Systems Engineering encompasses a broad purview of multiple approaches including requirements engineering, architecture development, design considerations, successful verification, and validation to achieve the intended end-goal of the system. The definition of what can be considered a system and sub-system is entirely chosen arbitrarily based on the amount of control one can exert on the design and development of the system. One can also consider a system to be a part of a larger ecosystem. The system boundaries that emanate between two systems and between multiple sub-systems within a large complex system are drawn to effectively model the innate complexity that might arise due to the varied nature of interactions. As an example, a natural system like the human body can be considered one large system with multiple sub-systems such as respiratory, circulatory, endocrine, and others. Every cell of the human body can be considered a system that interacts with other cells in a tissue which is a sub-system of an organ. At the same time, the interactions that can occur between the human body and the environment can be considered a system of systems or be a part of a larger ecosystem.

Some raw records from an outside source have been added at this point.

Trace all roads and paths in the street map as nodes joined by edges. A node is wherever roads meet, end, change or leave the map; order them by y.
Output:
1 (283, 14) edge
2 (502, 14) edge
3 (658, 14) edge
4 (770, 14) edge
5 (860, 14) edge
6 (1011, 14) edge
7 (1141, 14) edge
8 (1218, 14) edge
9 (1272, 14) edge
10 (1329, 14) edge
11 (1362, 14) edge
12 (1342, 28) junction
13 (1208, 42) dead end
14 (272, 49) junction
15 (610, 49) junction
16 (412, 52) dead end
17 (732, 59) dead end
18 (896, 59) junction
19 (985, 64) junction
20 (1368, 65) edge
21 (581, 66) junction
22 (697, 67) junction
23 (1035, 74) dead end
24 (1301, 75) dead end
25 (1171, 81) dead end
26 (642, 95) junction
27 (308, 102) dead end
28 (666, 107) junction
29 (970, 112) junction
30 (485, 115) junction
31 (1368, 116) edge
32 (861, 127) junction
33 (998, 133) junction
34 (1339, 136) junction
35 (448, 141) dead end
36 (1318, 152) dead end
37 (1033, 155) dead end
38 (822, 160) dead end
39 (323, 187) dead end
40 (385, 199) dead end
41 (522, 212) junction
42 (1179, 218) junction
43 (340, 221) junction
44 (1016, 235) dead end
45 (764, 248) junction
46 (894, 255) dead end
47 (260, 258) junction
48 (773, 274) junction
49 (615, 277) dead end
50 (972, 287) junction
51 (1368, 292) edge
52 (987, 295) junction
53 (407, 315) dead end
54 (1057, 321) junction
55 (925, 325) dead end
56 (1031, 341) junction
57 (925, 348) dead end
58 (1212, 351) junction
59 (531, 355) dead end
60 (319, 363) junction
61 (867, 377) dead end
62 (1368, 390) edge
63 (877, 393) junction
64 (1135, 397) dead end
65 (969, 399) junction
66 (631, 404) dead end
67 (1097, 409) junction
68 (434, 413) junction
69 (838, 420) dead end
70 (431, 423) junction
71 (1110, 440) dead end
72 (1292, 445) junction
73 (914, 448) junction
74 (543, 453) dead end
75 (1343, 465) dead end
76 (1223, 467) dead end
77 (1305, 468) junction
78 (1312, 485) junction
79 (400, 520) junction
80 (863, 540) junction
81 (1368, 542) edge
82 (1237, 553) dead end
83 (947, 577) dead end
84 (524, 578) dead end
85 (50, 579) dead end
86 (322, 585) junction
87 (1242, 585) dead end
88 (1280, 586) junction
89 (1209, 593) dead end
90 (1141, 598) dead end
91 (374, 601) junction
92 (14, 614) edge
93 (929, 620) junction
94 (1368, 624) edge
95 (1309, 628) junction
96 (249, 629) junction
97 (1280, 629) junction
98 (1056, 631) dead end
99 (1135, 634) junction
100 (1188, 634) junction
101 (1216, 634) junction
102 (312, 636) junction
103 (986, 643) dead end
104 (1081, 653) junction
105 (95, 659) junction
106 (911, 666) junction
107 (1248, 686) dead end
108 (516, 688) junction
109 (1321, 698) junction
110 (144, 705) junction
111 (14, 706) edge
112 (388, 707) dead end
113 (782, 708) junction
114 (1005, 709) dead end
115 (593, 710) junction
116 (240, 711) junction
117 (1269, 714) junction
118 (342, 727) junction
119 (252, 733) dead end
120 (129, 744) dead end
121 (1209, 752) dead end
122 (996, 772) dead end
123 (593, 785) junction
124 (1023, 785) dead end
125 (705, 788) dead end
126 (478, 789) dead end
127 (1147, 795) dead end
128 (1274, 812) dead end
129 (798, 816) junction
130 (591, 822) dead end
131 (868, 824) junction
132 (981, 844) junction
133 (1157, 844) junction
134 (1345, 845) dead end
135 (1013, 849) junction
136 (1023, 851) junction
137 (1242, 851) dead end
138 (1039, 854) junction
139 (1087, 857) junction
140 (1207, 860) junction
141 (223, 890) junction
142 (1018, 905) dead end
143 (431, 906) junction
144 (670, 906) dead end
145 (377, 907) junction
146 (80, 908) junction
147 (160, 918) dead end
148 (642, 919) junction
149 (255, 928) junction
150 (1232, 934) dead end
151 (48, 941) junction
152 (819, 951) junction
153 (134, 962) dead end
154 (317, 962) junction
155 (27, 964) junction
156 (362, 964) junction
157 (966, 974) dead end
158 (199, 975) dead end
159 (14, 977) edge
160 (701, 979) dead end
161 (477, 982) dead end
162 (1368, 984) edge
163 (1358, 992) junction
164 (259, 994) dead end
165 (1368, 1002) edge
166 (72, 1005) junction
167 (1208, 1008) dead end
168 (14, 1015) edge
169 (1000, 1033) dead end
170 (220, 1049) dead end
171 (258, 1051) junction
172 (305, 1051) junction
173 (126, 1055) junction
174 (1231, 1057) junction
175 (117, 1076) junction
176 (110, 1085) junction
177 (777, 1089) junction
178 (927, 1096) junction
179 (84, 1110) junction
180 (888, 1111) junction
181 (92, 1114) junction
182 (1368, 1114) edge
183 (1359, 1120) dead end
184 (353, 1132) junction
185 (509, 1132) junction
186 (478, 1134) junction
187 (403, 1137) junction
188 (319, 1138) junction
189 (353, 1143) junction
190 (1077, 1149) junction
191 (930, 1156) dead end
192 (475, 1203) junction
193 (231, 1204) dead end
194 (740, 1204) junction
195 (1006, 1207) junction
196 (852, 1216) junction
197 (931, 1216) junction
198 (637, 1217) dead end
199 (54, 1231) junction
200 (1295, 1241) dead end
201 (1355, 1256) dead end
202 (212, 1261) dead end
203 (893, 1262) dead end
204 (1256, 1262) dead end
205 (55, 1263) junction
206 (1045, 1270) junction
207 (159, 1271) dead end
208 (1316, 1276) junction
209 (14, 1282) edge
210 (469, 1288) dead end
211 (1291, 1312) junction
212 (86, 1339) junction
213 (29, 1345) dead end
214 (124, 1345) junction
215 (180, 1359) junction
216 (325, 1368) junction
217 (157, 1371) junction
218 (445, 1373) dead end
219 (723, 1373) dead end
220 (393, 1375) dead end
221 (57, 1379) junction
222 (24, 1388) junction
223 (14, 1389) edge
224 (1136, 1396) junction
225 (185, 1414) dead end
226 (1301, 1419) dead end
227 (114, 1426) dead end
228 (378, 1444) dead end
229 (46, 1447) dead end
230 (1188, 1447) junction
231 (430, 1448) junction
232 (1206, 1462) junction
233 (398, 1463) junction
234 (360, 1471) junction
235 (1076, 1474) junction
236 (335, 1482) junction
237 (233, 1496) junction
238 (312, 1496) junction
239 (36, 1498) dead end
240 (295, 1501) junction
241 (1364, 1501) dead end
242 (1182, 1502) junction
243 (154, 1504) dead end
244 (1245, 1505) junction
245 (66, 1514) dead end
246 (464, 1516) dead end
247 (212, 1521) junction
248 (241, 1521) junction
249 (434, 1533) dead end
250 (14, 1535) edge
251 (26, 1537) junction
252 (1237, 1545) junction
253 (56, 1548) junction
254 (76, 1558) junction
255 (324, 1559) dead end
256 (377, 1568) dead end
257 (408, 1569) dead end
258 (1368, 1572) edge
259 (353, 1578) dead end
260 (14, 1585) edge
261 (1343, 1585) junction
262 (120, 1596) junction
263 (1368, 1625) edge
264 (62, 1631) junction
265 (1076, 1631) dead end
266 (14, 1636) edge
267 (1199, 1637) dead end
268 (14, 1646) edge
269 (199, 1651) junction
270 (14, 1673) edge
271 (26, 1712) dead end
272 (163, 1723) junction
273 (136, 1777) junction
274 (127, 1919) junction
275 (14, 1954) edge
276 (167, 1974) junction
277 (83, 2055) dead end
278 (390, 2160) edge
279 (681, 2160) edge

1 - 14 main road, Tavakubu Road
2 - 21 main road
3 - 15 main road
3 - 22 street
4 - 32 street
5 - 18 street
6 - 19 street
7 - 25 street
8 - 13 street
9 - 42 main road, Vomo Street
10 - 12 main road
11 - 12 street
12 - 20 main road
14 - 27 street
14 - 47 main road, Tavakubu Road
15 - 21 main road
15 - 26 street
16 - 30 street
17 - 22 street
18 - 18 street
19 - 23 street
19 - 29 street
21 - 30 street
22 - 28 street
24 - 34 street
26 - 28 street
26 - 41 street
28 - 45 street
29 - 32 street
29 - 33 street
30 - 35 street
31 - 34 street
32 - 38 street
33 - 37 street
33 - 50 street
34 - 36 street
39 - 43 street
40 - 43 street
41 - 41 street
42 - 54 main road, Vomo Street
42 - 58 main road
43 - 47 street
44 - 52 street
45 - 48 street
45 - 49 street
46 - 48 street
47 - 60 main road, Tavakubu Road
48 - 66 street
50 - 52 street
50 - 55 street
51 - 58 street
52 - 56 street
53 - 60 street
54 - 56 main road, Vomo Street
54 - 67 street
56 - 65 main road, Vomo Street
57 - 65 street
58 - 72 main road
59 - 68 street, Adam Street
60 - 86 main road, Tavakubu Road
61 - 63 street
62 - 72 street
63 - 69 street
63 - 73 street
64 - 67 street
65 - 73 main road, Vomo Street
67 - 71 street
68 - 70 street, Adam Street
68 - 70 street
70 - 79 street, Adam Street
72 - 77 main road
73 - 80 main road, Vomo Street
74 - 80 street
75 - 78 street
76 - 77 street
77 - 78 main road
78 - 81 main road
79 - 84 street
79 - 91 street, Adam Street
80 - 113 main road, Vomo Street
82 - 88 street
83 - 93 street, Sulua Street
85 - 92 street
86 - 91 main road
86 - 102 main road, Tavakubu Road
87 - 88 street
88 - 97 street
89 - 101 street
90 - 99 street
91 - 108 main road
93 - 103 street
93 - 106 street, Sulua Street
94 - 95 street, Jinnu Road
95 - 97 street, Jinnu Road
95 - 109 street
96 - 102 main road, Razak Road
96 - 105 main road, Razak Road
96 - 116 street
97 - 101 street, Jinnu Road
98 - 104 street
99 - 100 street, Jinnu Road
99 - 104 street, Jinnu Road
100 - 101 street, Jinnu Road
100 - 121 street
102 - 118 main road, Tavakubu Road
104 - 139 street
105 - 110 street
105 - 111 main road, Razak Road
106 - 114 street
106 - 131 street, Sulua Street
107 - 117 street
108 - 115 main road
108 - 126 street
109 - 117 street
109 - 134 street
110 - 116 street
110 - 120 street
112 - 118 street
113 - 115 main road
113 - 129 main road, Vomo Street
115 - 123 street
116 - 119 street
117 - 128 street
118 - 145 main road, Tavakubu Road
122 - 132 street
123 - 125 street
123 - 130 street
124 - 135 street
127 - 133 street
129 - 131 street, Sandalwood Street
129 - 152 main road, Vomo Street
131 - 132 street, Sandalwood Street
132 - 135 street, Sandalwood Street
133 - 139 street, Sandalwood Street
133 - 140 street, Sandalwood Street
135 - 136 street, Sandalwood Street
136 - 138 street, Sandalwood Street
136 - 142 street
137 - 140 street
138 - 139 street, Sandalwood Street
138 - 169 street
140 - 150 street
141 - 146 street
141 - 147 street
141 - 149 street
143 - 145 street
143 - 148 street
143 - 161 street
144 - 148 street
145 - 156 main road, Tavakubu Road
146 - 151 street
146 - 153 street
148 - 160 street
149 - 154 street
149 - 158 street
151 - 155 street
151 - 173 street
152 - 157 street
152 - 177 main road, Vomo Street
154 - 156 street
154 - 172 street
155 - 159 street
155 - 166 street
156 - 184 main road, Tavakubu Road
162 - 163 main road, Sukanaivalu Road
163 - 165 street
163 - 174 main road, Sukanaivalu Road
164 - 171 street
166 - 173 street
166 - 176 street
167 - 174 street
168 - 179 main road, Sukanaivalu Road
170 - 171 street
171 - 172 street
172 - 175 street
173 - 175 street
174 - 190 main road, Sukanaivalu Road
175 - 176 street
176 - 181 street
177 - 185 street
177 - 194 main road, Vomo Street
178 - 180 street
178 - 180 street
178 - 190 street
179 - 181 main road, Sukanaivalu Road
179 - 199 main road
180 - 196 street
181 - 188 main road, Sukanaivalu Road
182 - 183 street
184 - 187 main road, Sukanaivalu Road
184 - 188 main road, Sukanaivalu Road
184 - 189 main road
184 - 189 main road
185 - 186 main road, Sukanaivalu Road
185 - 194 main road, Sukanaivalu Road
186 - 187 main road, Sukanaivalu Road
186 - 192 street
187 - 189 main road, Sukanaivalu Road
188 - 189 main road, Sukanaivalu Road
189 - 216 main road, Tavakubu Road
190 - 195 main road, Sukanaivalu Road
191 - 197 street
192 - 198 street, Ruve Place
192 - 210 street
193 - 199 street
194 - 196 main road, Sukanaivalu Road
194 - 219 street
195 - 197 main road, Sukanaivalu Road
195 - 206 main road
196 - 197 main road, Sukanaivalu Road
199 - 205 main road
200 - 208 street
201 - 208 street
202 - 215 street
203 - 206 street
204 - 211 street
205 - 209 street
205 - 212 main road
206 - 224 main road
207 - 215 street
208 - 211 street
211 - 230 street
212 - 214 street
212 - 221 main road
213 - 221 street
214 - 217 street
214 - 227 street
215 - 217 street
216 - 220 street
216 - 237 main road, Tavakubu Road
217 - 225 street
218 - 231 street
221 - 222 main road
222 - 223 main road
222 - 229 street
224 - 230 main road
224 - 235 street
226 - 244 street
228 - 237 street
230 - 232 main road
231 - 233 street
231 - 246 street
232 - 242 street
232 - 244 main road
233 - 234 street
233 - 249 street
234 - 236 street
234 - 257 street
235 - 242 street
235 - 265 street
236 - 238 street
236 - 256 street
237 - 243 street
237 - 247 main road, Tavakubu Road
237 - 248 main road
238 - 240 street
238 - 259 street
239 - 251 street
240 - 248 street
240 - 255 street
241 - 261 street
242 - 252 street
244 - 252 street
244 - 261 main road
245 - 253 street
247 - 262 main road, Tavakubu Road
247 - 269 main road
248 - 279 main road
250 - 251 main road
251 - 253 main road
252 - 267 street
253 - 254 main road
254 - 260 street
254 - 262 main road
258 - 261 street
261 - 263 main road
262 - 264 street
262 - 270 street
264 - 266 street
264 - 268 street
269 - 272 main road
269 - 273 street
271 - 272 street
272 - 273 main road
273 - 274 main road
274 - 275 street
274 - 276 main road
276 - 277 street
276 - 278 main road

As discussed above, Systems theory and approaches have been successfully employed for a better understanding of natural systems as well as for the development of complex artificial systems such as an aircraft system. The public health system offers a rich fertile ground for the application of systems theory and principles for not only better understanding the complexity but also providing avenues for the application of the systems engineering principles for effective policy design by governments.[3] Similar to such complex artificial systems, it exhibits a staggering complexity by the virtue of a billion-plus population with diverse health needs, a substantial diversity in access to advanced medicine in rural poor settings compared to rich urban areas, inadequacies in the allocation of budgets dedicated for health, as well as lack of adequately trained resources willing to work in such resource-starved settings. All these systematic problems are compounded by the multi-dimensional nature of health in general which can be directly attributed to the overall standard of life. It will be ideal to strategically look at such specific problems in healthcare policy and employ systems-based engineering approaches for better solutions.
References
1. Haskins C, Forsberg K, Krueger M, Walden D, Hamelin D. Systems engineering handbook. In: INCOSE; 2006 Jun, Vol. 9, pp. 13-16.
2. De Weck O, Krob D, Lefei L, Lui PC, Rauzy A, Zhang X. Handling the COVID‐19 crisis: Toward an agile model‐based systems approach. Systems Engineering. 2020 Sep;23(5):656-70.
3. Peters DH. The application of systems thinking in health: why use systems thinking? Health research policy and systems. 2014 Dec;12(1):1-6.